El vigilante de la playa de Cala Vadella, un buen tipo
Después de comer y descansar un rato continúo la marcha. La zona que recorro ahora alterna acantilados bajos y calas urbanizadas. Algunos rincones son bastante espectaculares, con pequeñas cuevas, canales estrechos que explorar y minúsculas calas entre las rocas.

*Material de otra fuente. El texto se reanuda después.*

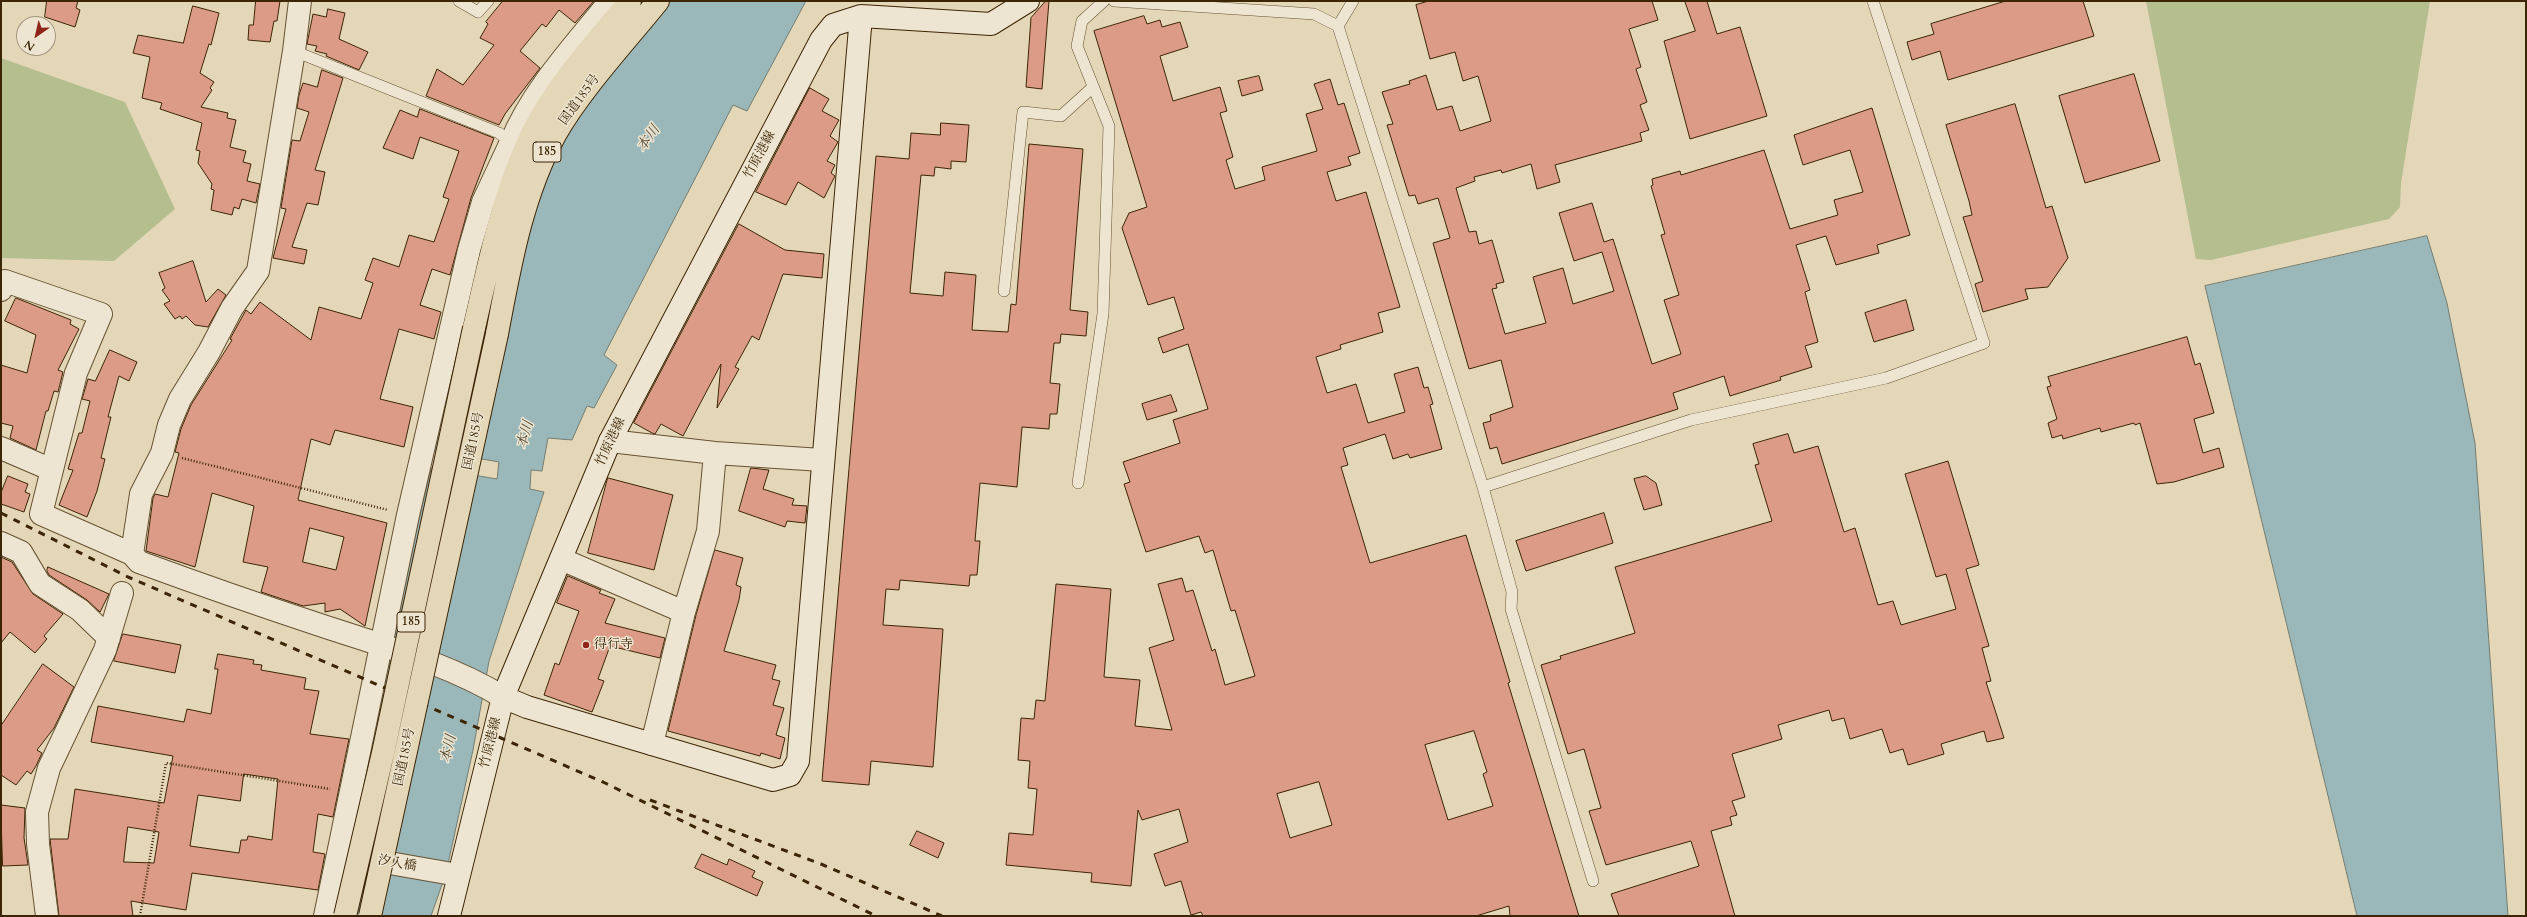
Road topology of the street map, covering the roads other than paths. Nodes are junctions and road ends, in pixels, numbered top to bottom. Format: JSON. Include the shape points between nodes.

Saliendo de un canal entre dos puntas rocosas diviso al fondo la Illa s'Espartar
Las pequeñas cuevas abundan. En ésta se filtra el agua desde el techo y al pasar por debajo la ducha de agua fría se agradece
Una pequeñísima cala, que bien merecería una parada y un baño
Al final del día se está levantando bastante viento y el cielo se nubla con cierta amenaza de lluvia, así que me dedico ya a ubicar algún sitio donde terminar la jornada. De acuerdo con la información del amigo socorrista hay una cala pequeña, con un chiringuito pero bastante discreta, antes de llegar a Cala Conta y a la Punta de sa Torre, se la conoce como Cala Codolar. Al llegar allí, en principio no me parece tan buena opción. Es pequeña y no hay mucha gente, pero en el chiringuito que preside la playa hay bastantes parroquianos aún y no parecen muy propensos a una pronta retirada. Además en lo alto de las lomas de alrededor asoman las casas de las urbanizaciones colindantes. De todas maneras, me dirijo al chiringuito, pido una cerveza y pregunto a la gente de allí por algún lugar donde poder acampar y pasar la noche tranquilo. El dueño del chiringuito y su hijo resultan ser dos tíos excelentes, me dicen que puedo quedarme allí sin problema, coger una tumbona de las suyas para estar más cómodo y que por la noche aquello queda desierto. El padre es un hombre de mar, y mapa en mano me da numerosas indicaciones de todo lo que voy a encontrar en la costa ibicenca en los días siguientes, y también me informa del parte de viento y oleaje. Ya de noche, pero no tarde, los dos dejan el chiringuito y quedo solo en la playa. Ceno algo de pasta sentado en una de las mesas que tienen allí, coloco mi tumbona debajo del tejadillo del bar y duermo. Por la noche cae un chaparrón corto pero intenso, y se agradece la suerte de poder pasar la noche bajo techo.